Through-year ELA/literacy assessment for grades 3 through 8, aligned to the Maine Learning Results. Administered in multiple windows during the school year.

When given:
multiple windows across the year
Frequency:
multiple windows annually
Official source
Common Questions
  • What does sixth grade English look like overall?

    Students read longer stories, articles, and poems and pull specific quotes to back up what they think. They write longer pieces with a clear point, real evidence, and paragraphs that actually connect. Class discussions get more serious, with students expected to listen, respond, and disagree respectfully.

  • How can I help my child with reading at home?

    Keep something they enjoy within reach, then ask one good question after they read: what's the author really getting at, or why did the character do that? Push gently for a quote or a specific moment from the page instead of a general answer. Ten minutes of this beats an hour of drilling.

  • What does strong sixth grade writing look like?

    A strong piece has a clear point in the opening, paragraphs that each do one job, and quotes or facts that actually support the point. Sentences vary in length and the ending wraps things up instead of trailing off. Spelling and punctuation should be mostly clean after editing.

  • How should I sequence argument writing across the year?

    Start with claim and evidence using short, high-interest texts before adding counterclaim. Move to multi-source arguments by midyear once students can quote and explain on their own. Save the longer research-based argument for spring, when source evaluation and citation habits are steadier.

  • My child says the book is boring. What should I do?

    Boredom at this age usually means the book is too easy, too hard, or just not their thing. Try a graphic novel, a sports story, a mystery, or a nonfiction book about something they already care about. Reading something they choose builds the same skills as the assigned book.

  • Which skills usually need the most reteaching in sixth grade?

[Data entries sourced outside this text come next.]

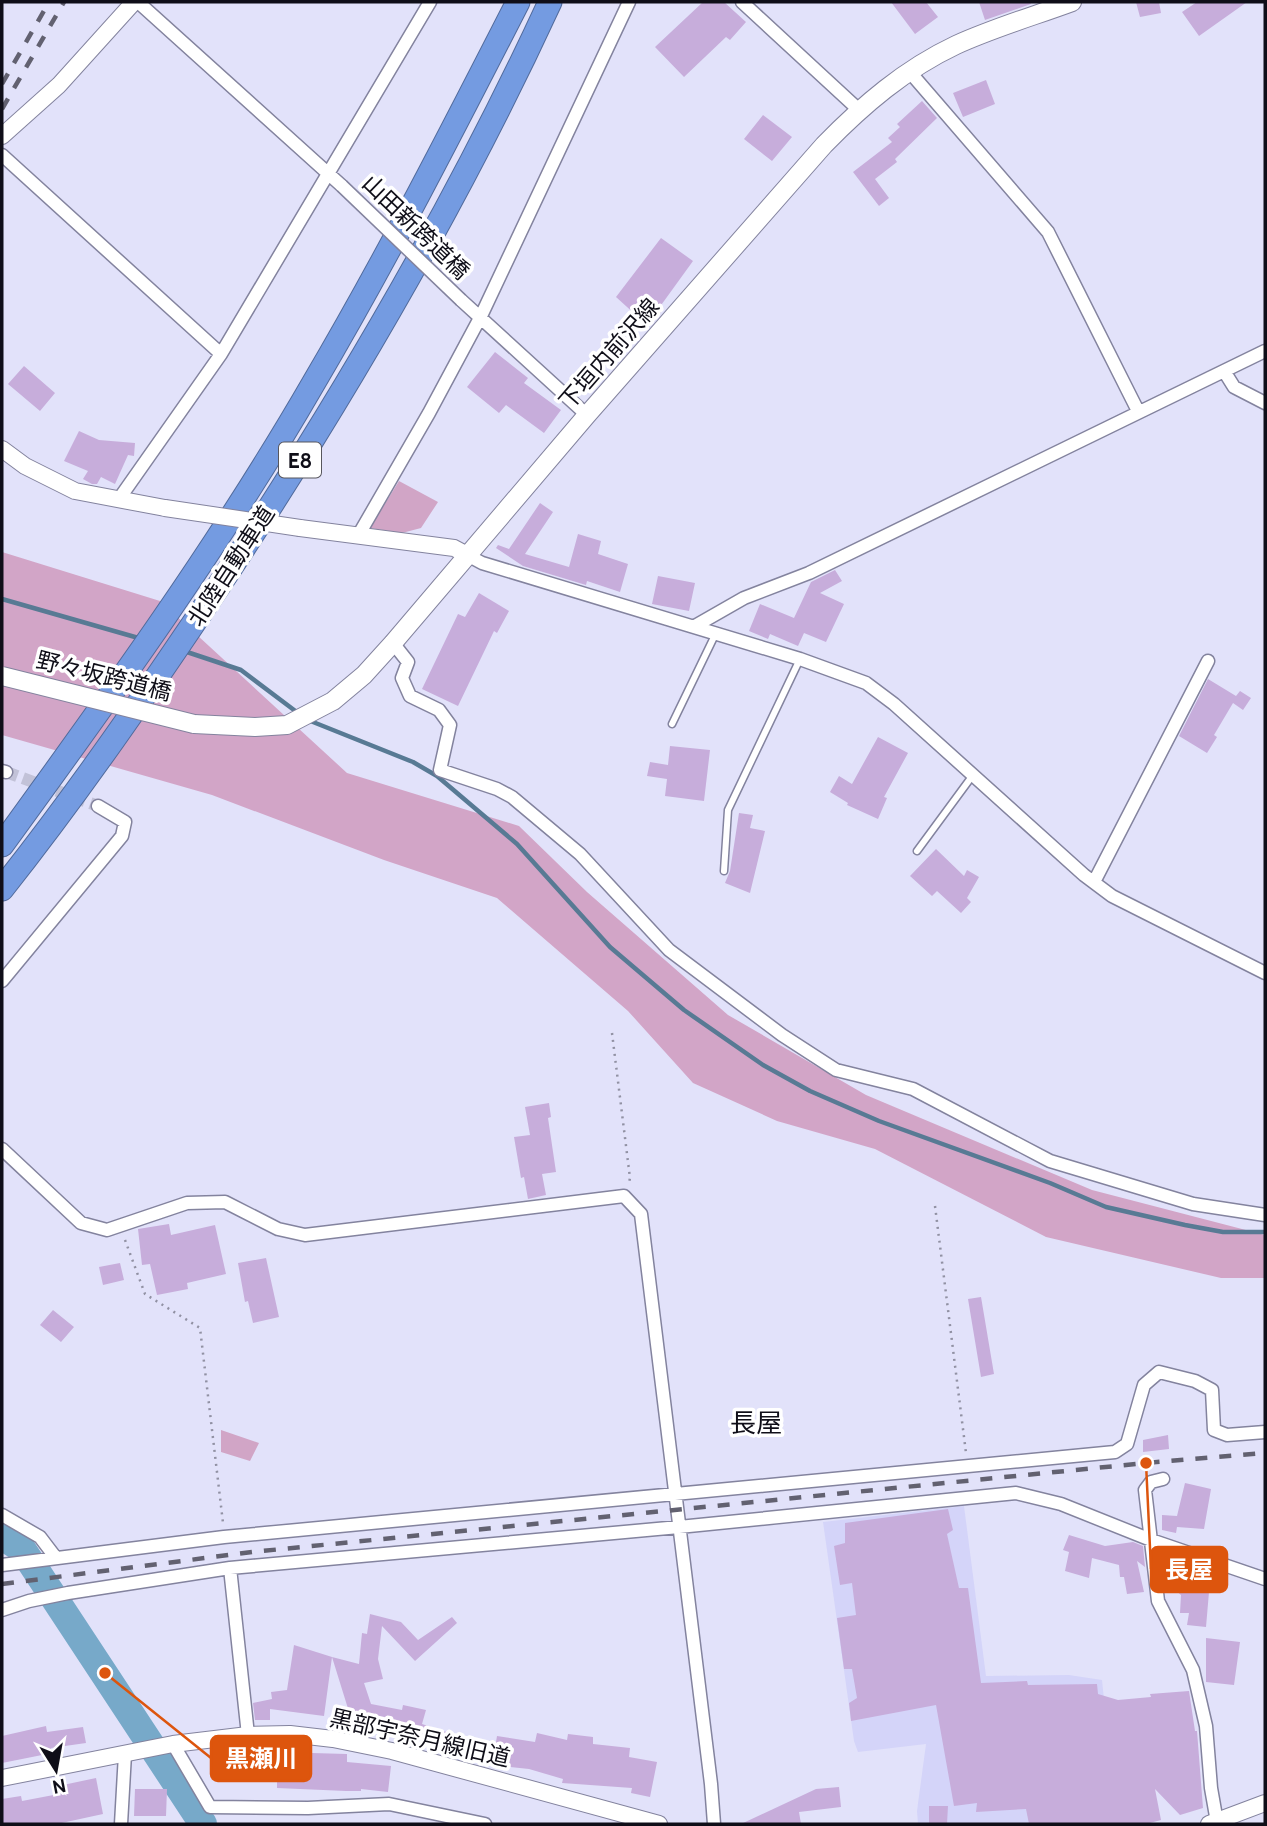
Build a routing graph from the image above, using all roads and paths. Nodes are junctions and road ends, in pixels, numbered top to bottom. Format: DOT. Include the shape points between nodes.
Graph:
graph roads {
  1 [pos="136,2"];
  2 [pos="430,2"];
  3 [pos="518,2"];
  4 [pos="550,2"];
  5 [pos="629,2"];
  6 [pos="742,2"];
  7 [pos="1072,2"];
  8 [pos="909,71"];
  9 [pos="859,110"];
  10 [pos="2,136"];
  11 [pos="2,155"];
  12 [pos="329,174"];
  13 [pos="481,316"];
  14 [pos="1265,351"];
  15 [pos="221,354"];
  16 [pos="1224,371"];
  17 [pos="1265,403"];
  18 [pos="1138,411"];
  19 [pos="587,415"];
  20 [pos="2,449"];
  21 [pos="119,499"];
  22 [pos="358,536"];
  23 [pos="469,556"];
  24 [pos="695,626"];
  25 [pos="716,633"];
  26 [pos="393,643"];
  27 [pos="800,659"];
  28 [pos="1208,661"];
  29 [pos="2,676"];
  30 [pos="194,724"];
  31 [pos="672,724"];
  32 [pos="972,775"];
  33 [pos="98,806"];
  34 [pos="2,845"];
  35 [pos="917,851"];
  36 [pos="724,871"];
  37 [pos="1094,882"];
  38 [pos="2,888"];
  39 [pos="1265,973"];
  40 [pos="2,981"];
  41 [pos="611,1033"];
  42 [pos="2,1149"];
  43 [pos="624,1196"];
  44 [pos="935,1206"];
  45 [pos="1265,1215"];
  46 [pos="120,1227"];
  47 [pos="1265,1432"];
  48 [pos="968,1467"];
  49 [pos="1163,1479"];
  50 [pos="674,1495"];
  51 [pos="2,1515"];
  52 [pos="679,1527"];
  53 [pos="224,1536"];
  54 [pos="1151,1540"];
  55 [pos="51,1559"];
  56 [pos="8,1565"];
  57 [pos="230,1568"];
  58 [pos="1265,1579"];
  59 [pos="2,1610"];
  60 [pos="248,1735"];
  61 [pos="173,1744"];
  62 [pos="125,1754"];
  63 [pos="2,1777"];
  64 [pos="1265,1803"];
  65 [pos="1213,1823"];
  66 [pos="121,1824"];
  67 [pos="485,1824"];
  68 [pos="659,1824"];
  69 [pos="714,1824"];
  1 -- 10 [label="street" via="59,85"];
  1 -- 12 [label="street, 山田新跨道橋"];
  2 -- 12 [label="street"];
  3 -- 34 [label="highway, 北陸自動車道 / E8" via="387,253 239,506"];
  4 -- 38 [label="highway, 北陸自動車道 / E8" via="461,179 336,404 175,651"];
  5 -- 13 [label="street"];
  6 -- 9 [label="street"];
  7 -- 8 [label="main road, 下垣内前沢線" via="957,45"];
  8 -- 9 [label="main road, 下垣内前沢線"];
  8 -- 18 [label="street" via="1048,232"];
  9 -- 19 [label="main road, 下垣内前沢線"];
  11 -- 15 [label="street"];
  12 -- 13 [label="street, 山田新跨道橋, bridge"];
  12 -- 15 [label="street"];
  13 -- 19 [label="street, 山田新跨道橋"];
  13 -- 22 [label="street"];
  14 -- 16 [label="street"];
  15 -- 21 [label="street"];
  16 -- 17 [label="street" via="1234,387"];
  16 -- 18 [label="street"];
  18 -- 24 [label="street" via="809,573 744,598"];
  19 -- 23 [label="main road, 下垣内前沢線"];
  20 -- 21 [label="street" via="75,491"];
  21 -- 22 [label="street, bridge"];
  22 -- 23 [label="street" via="454,548"];
  23 -- 24 [label="street"];
  23 -- 26 [label="main road, 下垣内前沢線"];
  24 -- 25 [label="street"];
  25 -- 27 [label="street"];
  25 -- 31 [label="lane"];
  26 -- 30 [label="main road, 下垣内前沢線" via="333,701 287,725"];
  26 -- 45 [label="street" via="408,662 402,678 410,696 439,710 450,725 440,770 512,797 580,854 669,950 782,1035 836,1070 913,1089 1050,1161 1193,1204"];
  27 -- 32 [label="street" via="866,683"];
  27 -- 36 [label="lane" via="728,810"];
  28 -- 37 [label="street"];
  29 -- 30 [label="main road, 野々坂跨道橋, bridge"];
  32 -- 35 [label="lane"];
  32 -- 37 [label="street"];
  33 -- 40 [label="street" via="125,822 122,836"];
  37 -- 39 [label="street" via="1112,896"];
  41 -- 43 [label="path" via="630,1178"];
  42 -- 46 [label="street" via="81,1223 107,1230"];
  43 -- 46 [label="street" via="305,1235 278,1228 225,1202 187,1203"];
  43 -- 50 [label="street" via="641,1214"];
  44 -- 48 [label="path"];
  46 -- 53 [label="path" via="145,1294 200,1328"];
  47 -- 48 [label="street" via="1227,1435 1213,1430 1212,1390 1159,1372 1144,1385 1127,1444 1115,1452"];
  48 -- 50 [label="street"];
  49 -- 54 [label="street" via="1151,1482 1145,1490"];
  50 -- 52 [label="street"];
  50 -- 53 [label="street"];
  51 -- 55 [label="street" via="40,1537"];
  52 -- 54 [label="street" via="1016,1493 1061,1504"];
  52 -- 57 [label="street"];
  52 -- 69 [label="street"];
  53 -- 55 [label="street"];
  54 -- 58 [label="street"];
  54 -- 65 [label="street" via="1158,1601 1193,1670 1206,1726"];
  55 -- 56 [label="street"];
  57 -- 59 [label="street" via="68,1593"];
  57 -- 60 [label="street"];
  60 -- 61 [label="street, 黒部宇奈月線旧道"];
  60 -- 68 [label="street, 黒部宇奈月線旧道" via="312,1737 392,1751"];
  61 -- 62 [label="street, 黒部宇奈月線旧道"];
  61 -- 67 [label="street" via="211,1807 389,1804"];
  62 -- 63 [label="street, 黒部宇奈月線旧道"];
  62 -- 66 [label="street"];
  64 -- 65 [label="street"];
}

    Citing evidence beyond plot summary, tracking a theme across a whole text, and writing a real counterclaim instead of a strawman. Many students also need repeated practice analyzing how a writer's word choice shapes tone. Build short, repeated practice into warm-ups rather than full units.

  • How much should my child be writing at home?

    Aim for short, regular writing rather than long sessions. A few sentences explaining an opinion, a quick summary of a show, or a paragraph responding to an article is plenty on a school night. Longer pieces belong to weekend homework or class time.

  • How do I know they're ready for seventh grade?

    By June, students should read a chapter or article on their own, pull two or three quotes to support an idea, and write a multi-paragraph response without heavy scaffolding. They should also speak up in a discussion with a reason, not just an opinion. If those feel shaky, focus summer reading on enjoyment and short written responses.

  • How should I handle research projects this year?

    Keep early projects narrow, with two or three vetted sources, so students practice note-taking and citation without drowning. Teach source checks (who wrote it, when, and why) as a routine, not a one-time lesson. Save longer independent research for the second half of the year.